This has the effect of lowering the demands on the sealing components placed between the spacer and the glass sheets considerably when the glass sheets are subjected to tension and pressure, which is not only good for the long term stability of the sealing components themselves, but also noticeably counteracts separation tendencies in the glass/sealing component and sealing component/spacer boundary areas.
Limiting the thickness ratio to about 0.6 or less, or even to 0.4 or less, provides a further decrease in heat transfer, thus achieving or simultaneously improving on the abovementioned additional benefits.
It is possible to reduce the thickness of the side walls and, above all, the legs, by arranging one or more links inside the cavity parallel to the side walls, and still maintain comparable longitudinal stiffness. It is possible to form these links extending, in the main, across the entire height of the hollow profile and, in this way, join both legs to each other. Alternatively, the links can also form ribs running along the profile, with an edge standing proud of a leg.

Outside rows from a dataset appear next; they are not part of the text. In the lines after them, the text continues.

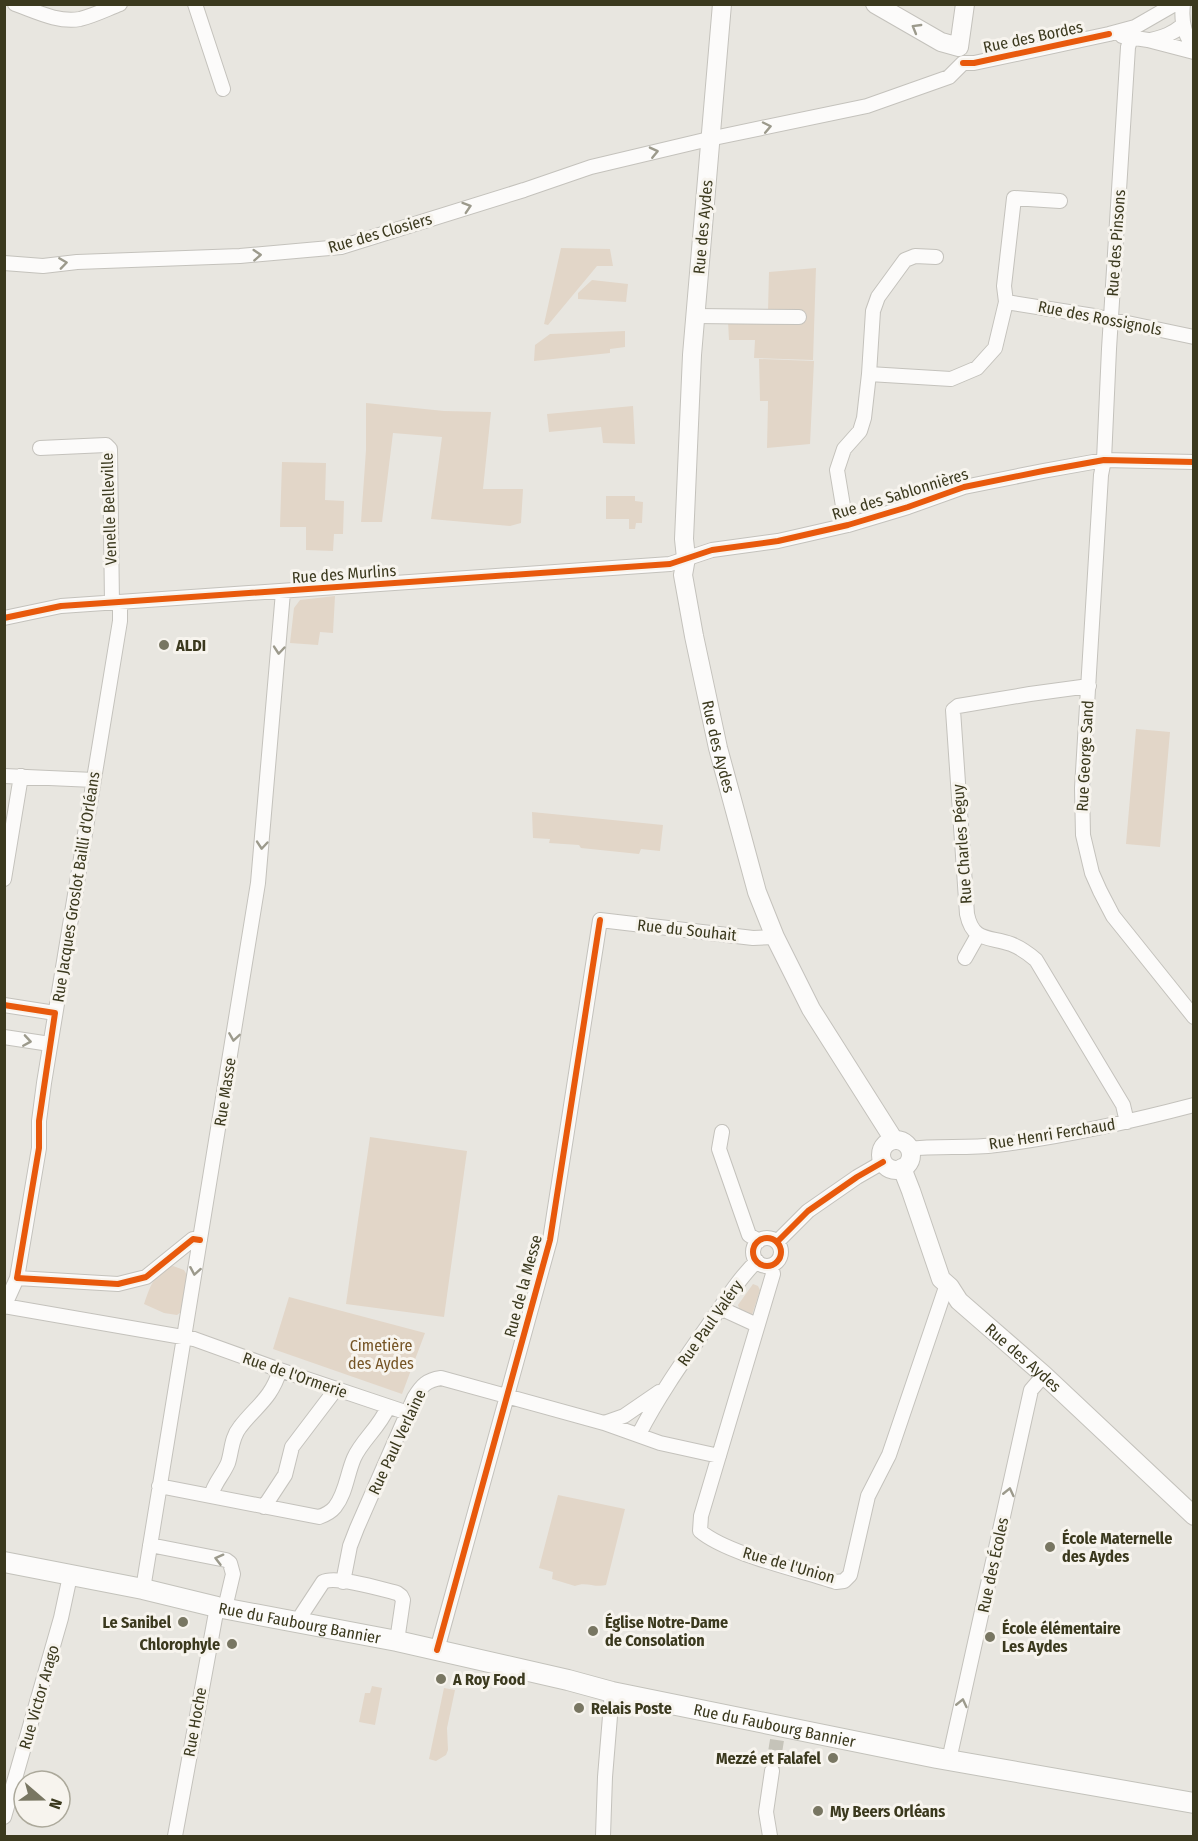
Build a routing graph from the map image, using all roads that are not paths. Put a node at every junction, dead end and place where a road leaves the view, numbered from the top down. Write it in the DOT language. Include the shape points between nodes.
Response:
graph roads {
  1 [pos="15,4"];
  2 [pos="120,4"];
  3 [pos="195,4"];
  4 [pos="722,4"];
  5 [pos="875,4"];
  6 [pos="965,4"];
  7 [pos="1175,4"];
  8 [pos="1183,4"];
  9 [pos="1183,25"];
  10 [pos="1133,32"];
  11 [pos="1148,40"];
  12 [pos="1194,46"];
  13 [pos="1194,52"];
  14 [pos="961,55"];
  15 [pos="223,90"];
  16 [pos="709,139"];
  17 [pos="1060,201"];
  18 [pos="936,257"];
  19 [pos="4,263"];
  20 [pos="1006,302"];
  21 [pos="695,316"];
  22 [pos="799,317"];
  23 [pos="1112,319"];
  24 [pos="1194,337"];
  25 [pos="870,374"];
  26 [pos="40,448"];
  27 [pos="1104,460"];
  28 [pos="1194,462"];
  29 [pos="848,525"];
  30 [pos="686,558"];
  31 [pos="283,592"];
  32 [pos="116,603"];
  33 [pos="4,618"];
  34 [pos="1089,686"];
  35 [pos="4,776"];
  36 [pos="21,776"];
  37 [pos="94,780"];
  38 [pos="4,879"];
  39 [pos="600,920"];
  40 [pos="978,935"];
  41 [pos="775,937"];
  42 [pos="965,958"];
  43 [pos="4,1005"];
  44 [pos="55,1013"];
  45 [pos="1194,1017"];
  46 [pos="4,1037"];
  47 [pos="50,1044"];
  48 [pos="1194,1105"];
  49 [pos="1127,1122"];
  50 [pos="722,1132"];
  51 [pos="901,1145"];
  52 [pos="883,1162"];
  53 [pos="902,1168"];
  54 [pos="200,1240"];
  55 [pos="759,1241"];
  56 [pos="777,1242"];
  57 [pos="757,1261"];
  58 [pos="771,1266"];
  59 [pos="17,1278"];
  60 [pos="950,1287"];
  61 [pos="5,1306"];
  62 [pos="720,1308"];
  63 [pos="757,1325"];
  64 [pos="183,1336"];
  65 [pos="280,1370"];
  66 [pos="1044,1375"];
  67 [pos="666,1387"];
  68 [pos="336,1389"];
  69 [pos="507,1396"];
  70 [pos="388,1407"];
  71 [pos="408,1413"];
  72 [pos="604,1424"];
  73 [pos="639,1434"];
  74 [pos="719,1456"];
  75 [pos="159,1486"];
  76 [pos="211,1496"];
  77 [pos="264,1507"];
  78 [pos="1194,1516"];
  79 [pos="150,1545"];
  80 [pos="4,1562"];
  81 [pos="70,1576"];
  82 [pos="343,1581"];
  83 [pos="143,1589"];
  84 [pos="221,1608"];
  85 [pos="300,1622"];
  86 [pos="397,1641"];
  87 [pos="437,1650"];
  88 [pos="612,1692"];
  89 [pos="949,1760"];
  90 [pos="772,1771"];
  91 [pos="8,1792"];
  92 [pos="1194,1803"];
  93 [pos="4,1816"];
  94 [pos="175,1836"];
  95 [pos="603,1836"];
  96 [pos="770,1836"];
  1 -- 2 [label="street" via="70,20"];
  3 -- 15 [label="street"];
  4 -- 16 [label="street, Rue des Aydes"];
  14 -- 5 [label="street, one-way"];
  6 -- 14 [label="street"];
  7 -- 10 [label="street"];
  8 -- 9 [label="street"];
  9 -- 11 [label="street" via="1165,37"];
  9 -- 12 [label="street"];
  10 -- 11 [label="street, Rue des Bordes"];
  10 -- 14 [label="street, Rue des Bordes" via="974,63"];
  10 -- 23 [label="street, Rue des Pinsons" via="1128,46"];
  11 -- 13 [label="street, Rue des Bordes"];
  16 -- 14 [label="street, Rue des Bordes, one-way" via="867,106 949,77"];
  19 -- 16 [label="street, Rue des Closiers, one-way" via="43,266 341,247 591,167"];
  16 -- 21 [label="street, Rue des Aydes"];
  17 -- 20 [label="street" via="1014,198"];
  18 -- 25 [label="street" via="915,256 905,260 878,297 873,311"];
  20 -- 23 [label="street, Rue des Rossignols"];
  20 -- 25 [label="street" via="995,348 977,368 951,378"];
  21 -- 22 [label="street"];
  21 -- 30 [label="street, Rue des Aydes"];
  23 -- 24 [label="street, Rue des Rossignols"];
  23 -- 27 [label="street, Rue des Pinsons"];
  25 -- 29 [label="street" via="860,430 844,449 837,470"];
  26 -- 32 [label="street, Venelle Belleville" via="110,449"];
  27 -- 28 [label="street, Rue des Sablonnières"];
  27 -- 29 [label="street, Rue des Sablonnières" via="964,487"];
  27 -- 34 [label="street, Rue George Sand"];
  29 -- 30 [label="street, Rue des Sablonnières"];
  30 -- 31 [label="street, Rue des Murlins" via="670,564"];
  30 -- 41 [label="street, Rue des Aydes" via="683,575 693,636 718,748 750,870"];
  31 -- 32 [label="street, Rue des Murlins"];
  31 -- 54 [label="street, Rue Masse, one-way" via="258,883"];
  32 -- 33 [label="street, Rue des Murlins" via="61,606"];
  32 -- 37 [label="street, Rue Jacques Groslot Bailli d'Orléans" via="120,621"];
  34 -- 40 [label="street, Rue Charles Péguy" via="958,706 953,710 967,914"];
  34 -- 45 [label="street, Rue George Sand" via="1082,813 1092,873 1113,916"];
  35 -- 36 [label="street"];
  36 -- 37 [label="street"];
  36 -- 38 [label="street"];
  37 -- 44 [label="street, Rue Jacques Groslot Bailli d'Orléans"];
  39 -- 41 [label="street, Rue du Souhait" via="753,938"];
  39 -- 69 [label="street, Rue de la Messe" via="550,1240"];
  40 -- 42 [label="street"];
  40 -- 49 [label="street" via="1022,949 1036,960 1123,1105"];
  41 -- 51 [label="street, Rue des Aydes" via="811,1009"];
  43 -- 44 [label="street"];
  44 -- 47 [label="street, Rue Jacques Groslot Bailli d'Orléans"];
  46 -- 47 [label="street, one-way"];
  47 -- 59 [label="street, Rue Jacques Groslot Bailli d'Orléans" via="39,1148"];
  48 -- 49 [label="street, Rue Henri Ferchaud"];
  49 -- 51 [label="street, Rue Henri Ferchaud" via="994,1146"];
  50 -- 55 [label="street" via="719,1149 749,1235"];
  51 -- 52 [label="street" via="889,1142 883,1149"];
  51 -- 53 [label="street" via="909,1160"];
  52 -- 53 [label="street" via="889,1168"];
  52 -- 56 [label="street" via="808,1211"];
  53 -- 60 [label="street, Rue des Aydes" via="941,1279"];
  54 -- 59 [label="street" via="193,1239 146,1277 118,1284"];
  54 -- 64 [label="street, Rue Masse, one-way"];
  55 -- 56 [label="street" via="770,1238"];
  55 -- 57 [label="street" via="753,1249"];
  56 -- 58 [label="street" via="781,1254"];
  57 -- 58 [label="street"];
  57 -- 62 [label="street, Rue Paul Valéry"];
  58 -- 63 [label="street, Rue de l'Union" via="773,1274"];
  59 -- 61 [label="street, Rue Jacques Groslot Bailli d'Orléans"];
  60 -- 66 [label="street, Rue des Aydes" via="959,1301"];
  60 -- 74 [label="street, Rue de l'Union" via="945,1290 889,1455 868,1496 850,1575 844,1581 836,1582 737,1551 700,1531 700,1515"];
  61 -- 64 [label="street, Rue de l'Ormerie"];
  62 -- 63 [label="street"];
  62 -- 67 [label="street, Rue Paul Valéry"];
  63 -- 74 [label="street, Rue de l'Union"];
  64 -- 65 [label="street, Rue de l'Ormerie"];
  64 -- 75 [label="street, Rue Masse"];
  65 -- 68 [label="street, Rue de l'Ormerie"];
  65 -- 76 [label="street" via="275,1387 235,1435 228,1462"];
  66 -- 78 [label="street, Rue des Aydes"];
  89 -- 66 [label="street, Rue des Écoles, one-way" via="1031,1390"];
  67 -- 72 [label="street, Rue Paul Valéry" via="638,1409"];
  67 -- 73 [label="street, Rue Paul Valéry"];
  68 -- 70 [label="street, Rue de l'Ormerie"];
  68 -- 77 [label="street" via="292,1447 285,1475"];
  69 -- 71 [label="street, Rue Paul Verlaine" via="441,1378 430,1379 421,1386"];
  69 -- 72 [label="street"];
  69 -- 87 [label="street, Rue de la Messe"];
  70 -- 71 [label="street, Rue de l'Ormerie"];
  70 -- 77 [label="street" via="355,1456 342,1495 327,1514"];
  71 -- 82 [label="street, Rue Paul Verlaine" via="350,1546"];
  72 -- 73 [label="street"];
  73 -- 74 [label="street" via="660,1443"];
  75 -- 76 [label="street"];
  75 -- 79 [label="street, Rue Masse"];
  76 -- 77 [label="street"];
  79 -- 83 [label="street, Rue Masse"];
  84 -- 79 [label="street, Rue Hoche, one-way" via="233,1574 230,1563"];
  80 -- 81 [label="main road, Rue du Faubourg Bannier"];
  81 -- 83 [label="main road, Rue du Faubourg Bannier"];
  81 -- 91 [label="street, Rue Victor Arago"];
  82 -- 85 [label="street" via="322,1582"];
  82 -- 86 [label="street" via="402,1596"];
  83 -- 84 [label="main road, Rue du Faubourg Bannier"];
  84 -- 85 [label="main road, Rue du Faubourg Bannier"];
  84 -- 94 [label="street, Rue Hoche"];
  85 -- 86 [label="main road, Rue du Faubourg Bannier"];
  86 -- 87 [label="main road, Rue du Faubourg Bannier"];
  87 -- 88 [label="main road, Rue du Faubourg Bannier"];
  88 -- 89 [label="main road, Rue du Faubourg Bannier" via="778,1733"];
  88 -- 95 [label="street"];
  89 -- 92 [label="main road, Rue du Faubourg Bannier"];
  90 -- 96 [label="street" via="766,1812"];
  91 -- 93 [label="street, Rue Victor Arago"];
}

The plastic can be reinforced to minimise wall thickness further, while maintaining or even increasing rigidity, in particular the longitudinal stiffness as well.
In addition, the proportion of reinforcing material in the plastic of the side walls will be higher than that in the legs. This measure is particularly relevant considering that numerous preferred reinforcing materials have a higher specific thermal conductivity than the plastic itself. By reinforcing the plastic in the legs as well, it is possible to reduce their thickness further, though by doing this, in the light of the effect this has on the thermal conductivity of the hollow profile, it is not possible to increase the proportion of reinforcing material arbitrarily. With respect to the thermal conductivity of the plastic, it is beneficial to seek an optimum ratio between reinforcing materials and costs.
With regard to minimising the heat transfer properties of the legs, it is preferable to reinforce these only in part. In this connection, there is the option of reinforcing strip shaped areas running parallel to the profile length, maintaining separation from the side walls and the legs if these are present. This solution strengthens an area of the legs which is mechanically weaker and limits the heat transfer through the legs in another, by means of the non-reinforced areas of the legs adjoining the side walls and, if necessary, the links.
Reinforcing fibres are the first choice for reinforcing materials, preferably chosen from among glass fibres, carbon fibres, aramide fibres and/or natural fibres. These can be inset as short fibres, long fibres or, if necessary, continuous fibres, or any combination of these.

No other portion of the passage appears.